--- Material provided Enclosed Below ---

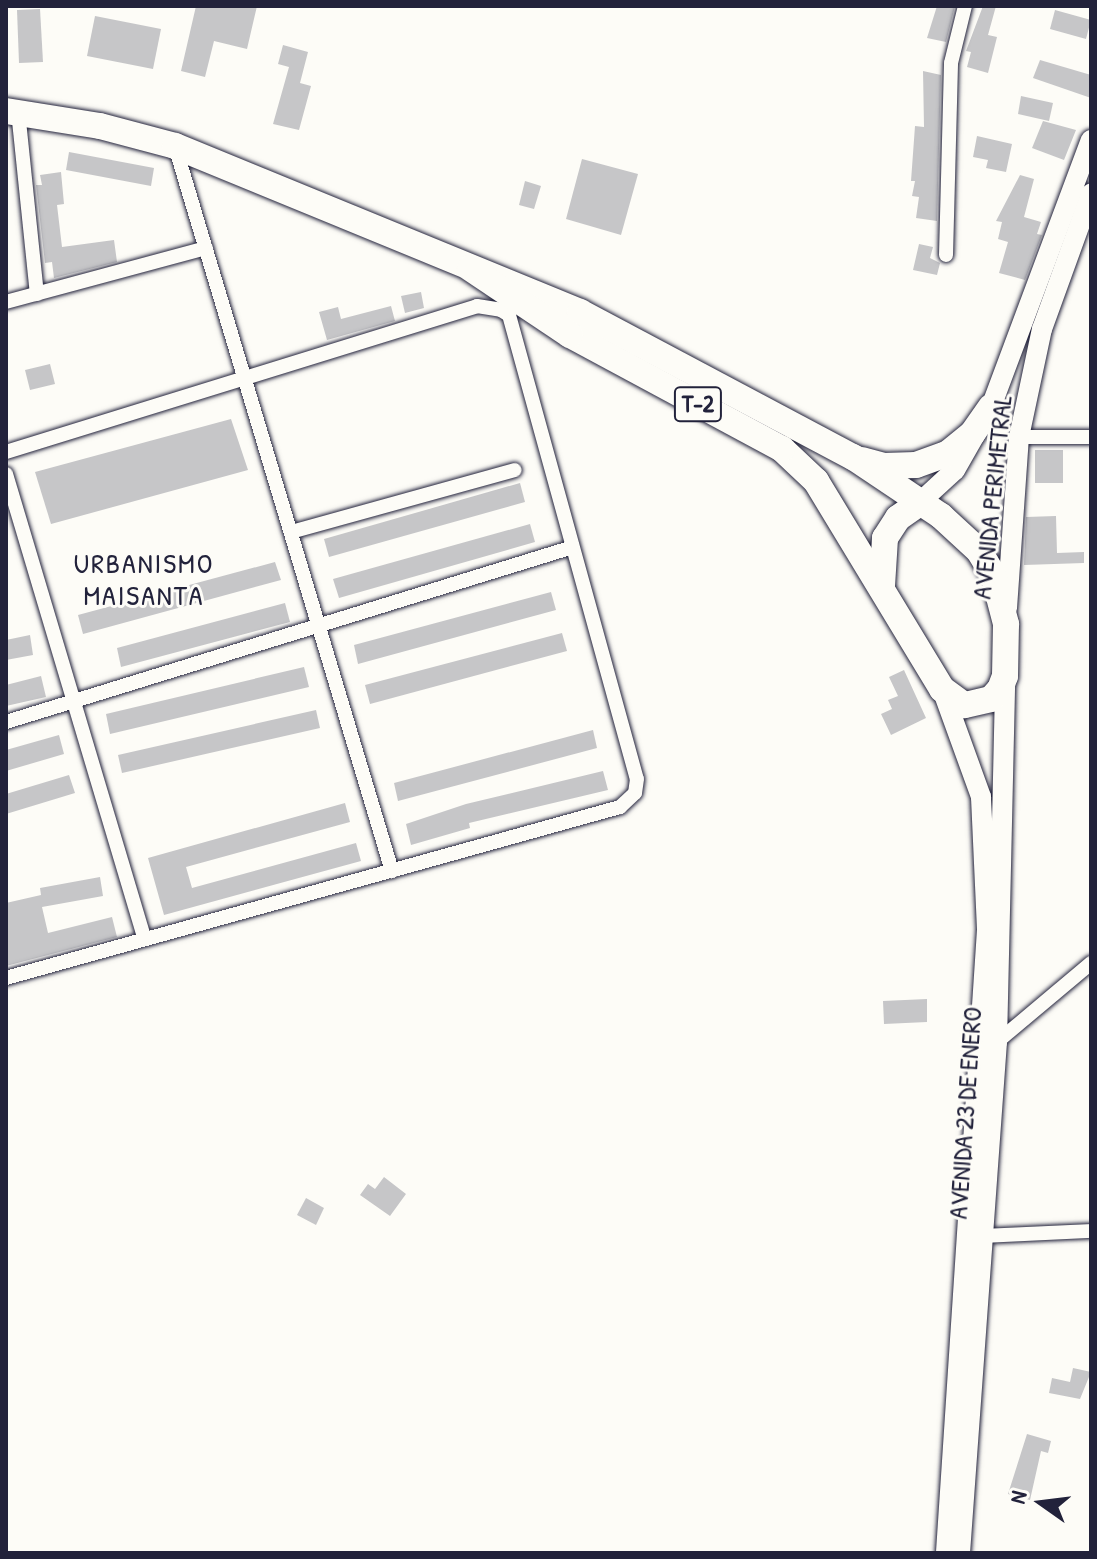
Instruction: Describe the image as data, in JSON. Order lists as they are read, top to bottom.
{
  "streets": {
    "highway": ["T-2"],
    "main road": ["AVENIDA PERIMETRAL", "AVENIDA 23 DE ENERO"]
  },
  "crossings": [
    ["T-2", "AVENIDA PERIMETRAL"],
    ["T-2", "AVENIDA 23 DE ENERO"]
  ],
  "districts": ["URBANISMO MAISANTA"],
  "north": "left"
}
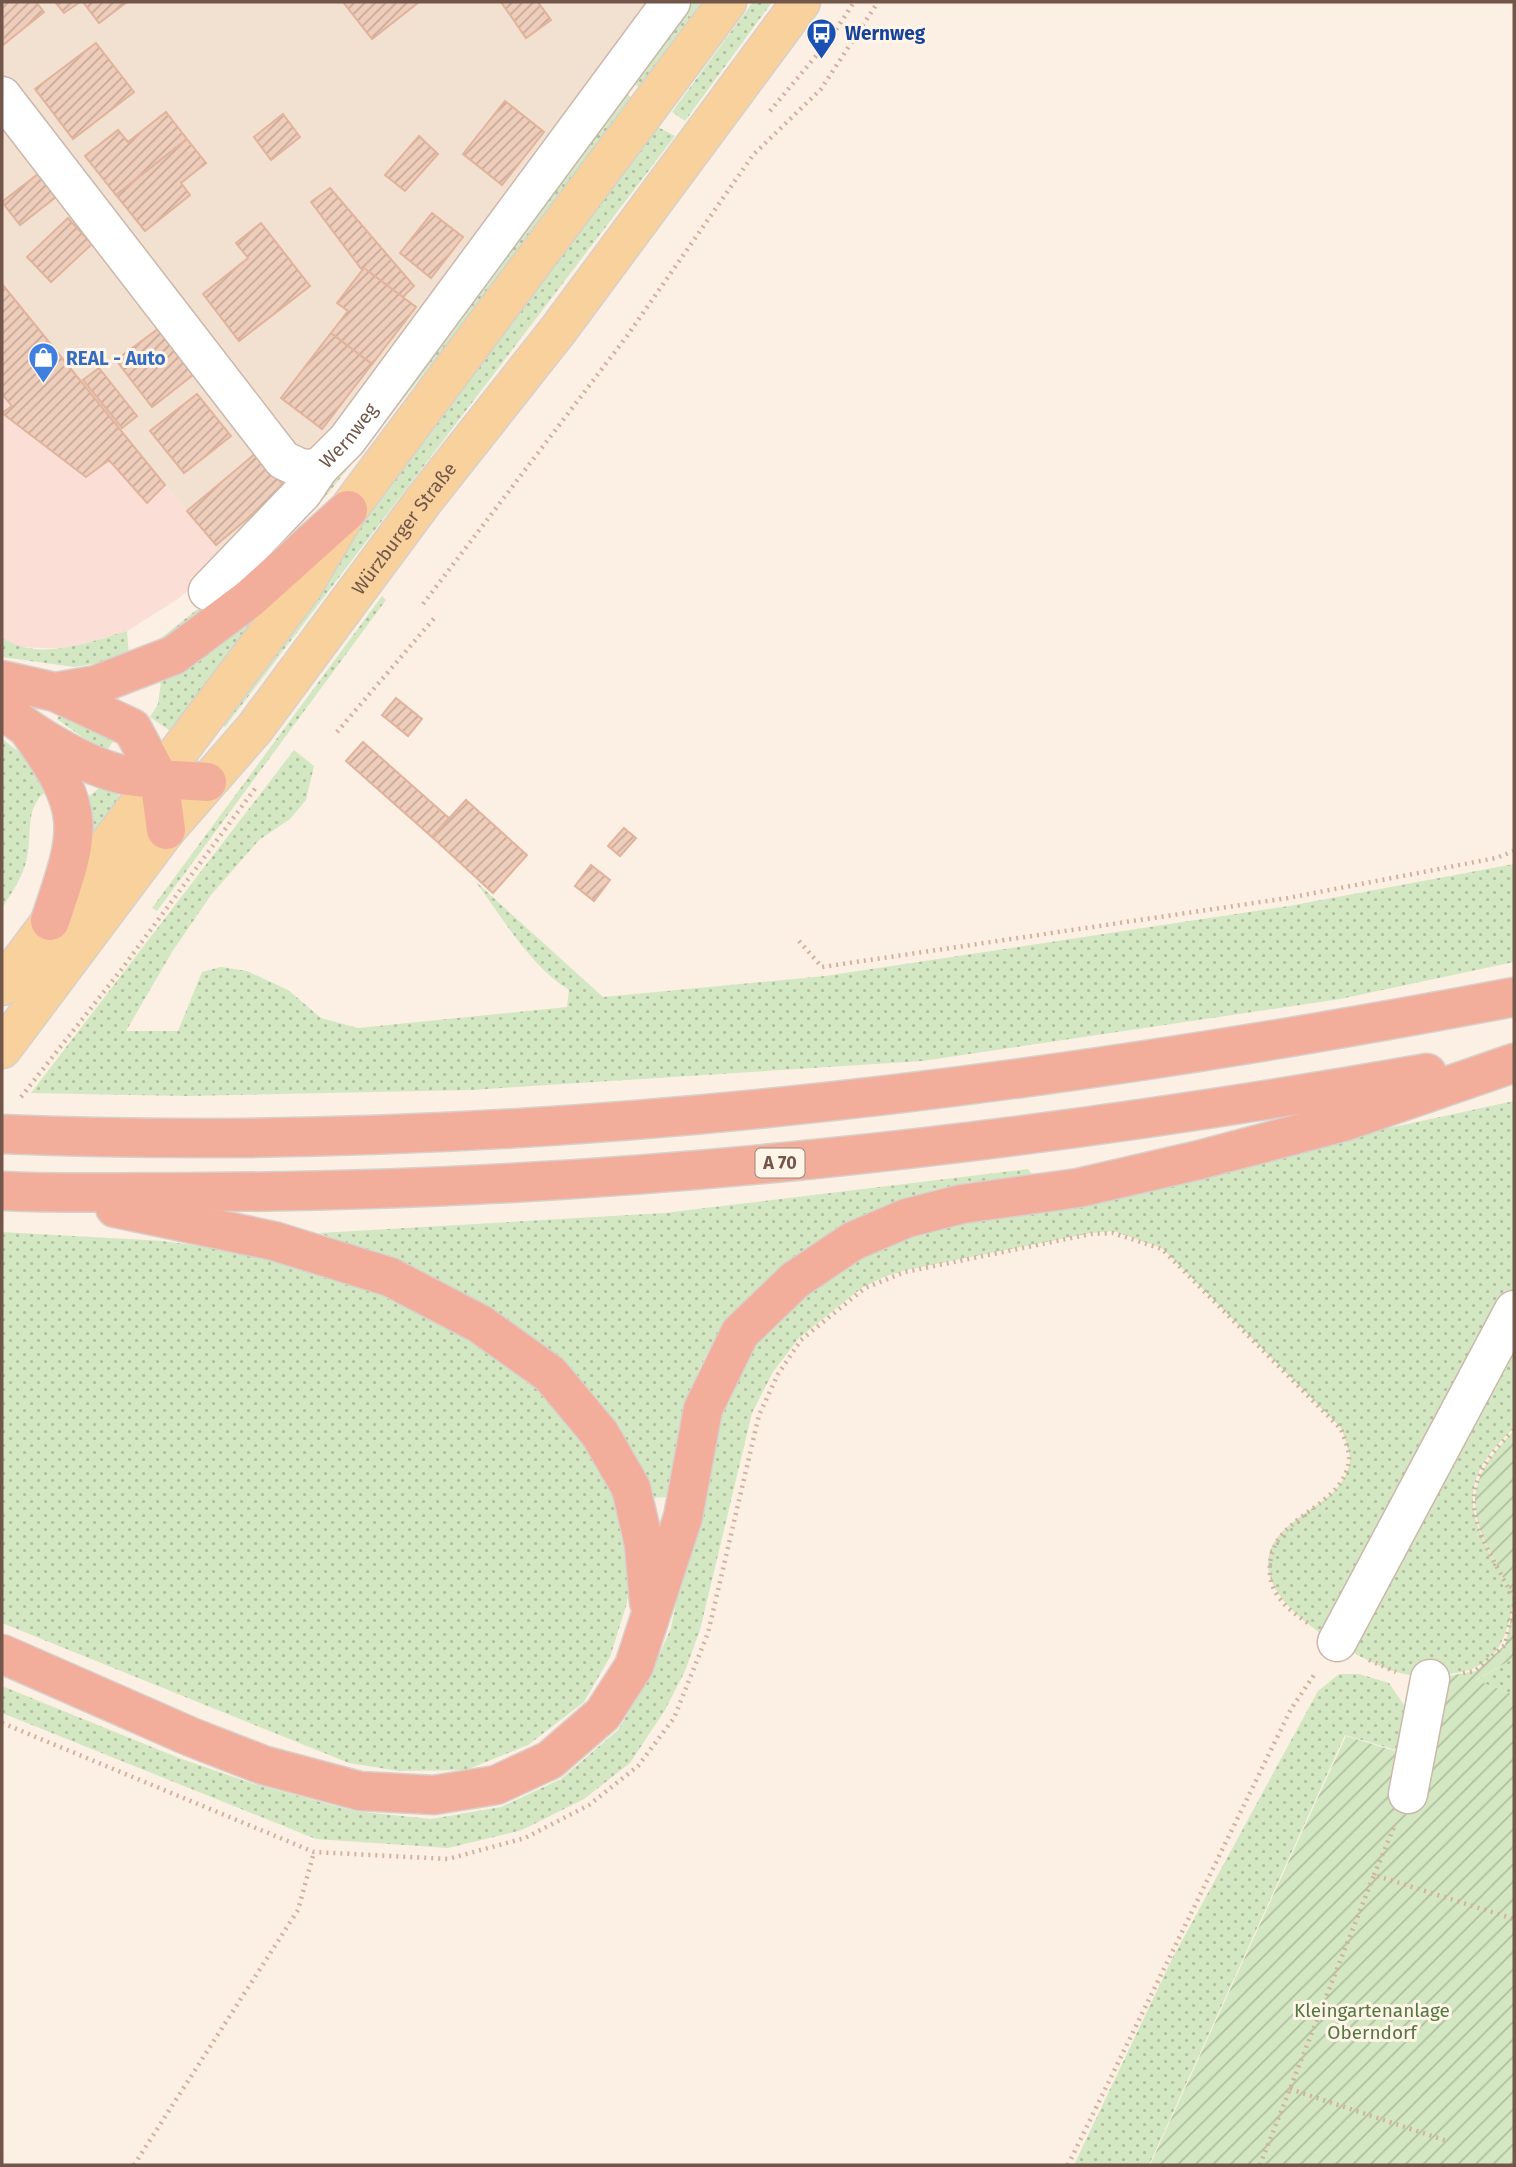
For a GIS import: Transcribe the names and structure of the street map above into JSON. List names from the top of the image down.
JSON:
{
  "streets": {
    "highway": ["A 70"],
    "main road": ["Würzburger Straße"],
    "street": ["Wernweg"]
  },
  "parks": ["Kleingartenanlage Oberndorf"],
  "places": {
    "bus stop": ["Wernweg"],
    "shop": ["REAL - Auto"]
  }
}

--- End of Enclosed Material provided ---

**Prompt**
Hand back the records above exactly, leaving out every picture.

**Answer section**
Instruction: Describe the image as data, in JSON. Order lists as they are read, top to bottom.
{
  "streets": {
    "highway": ["T-2"],
    "main road": ["AVENIDA PERIMETRAL", "AVENIDA 23 DE ENERO"]
  },
  "crossings": [
    ["T-2", "AVENIDA PERIMETRAL"],
    ["T-2", "AVENIDA 23 DE ENERO"]
  ],
  "districts": ["URBANISMO MAISANTA"],
  "north": "left"
}
For a GIS import: Transcribe the names and structure of the street map above into JSON. List names from the top of the image down.
JSON:
{
  "streets": {
    "highway": ["A 70"],
    "main road": ["Würzburger Straße"],
    "street": ["Wernweg"]
  },
  "parks": ["Kleingartenanlage Oberndorf"],
  "places": {
    "bus stop": ["Wernweg"],
    "shop": ["REAL - Auto"]
  }
}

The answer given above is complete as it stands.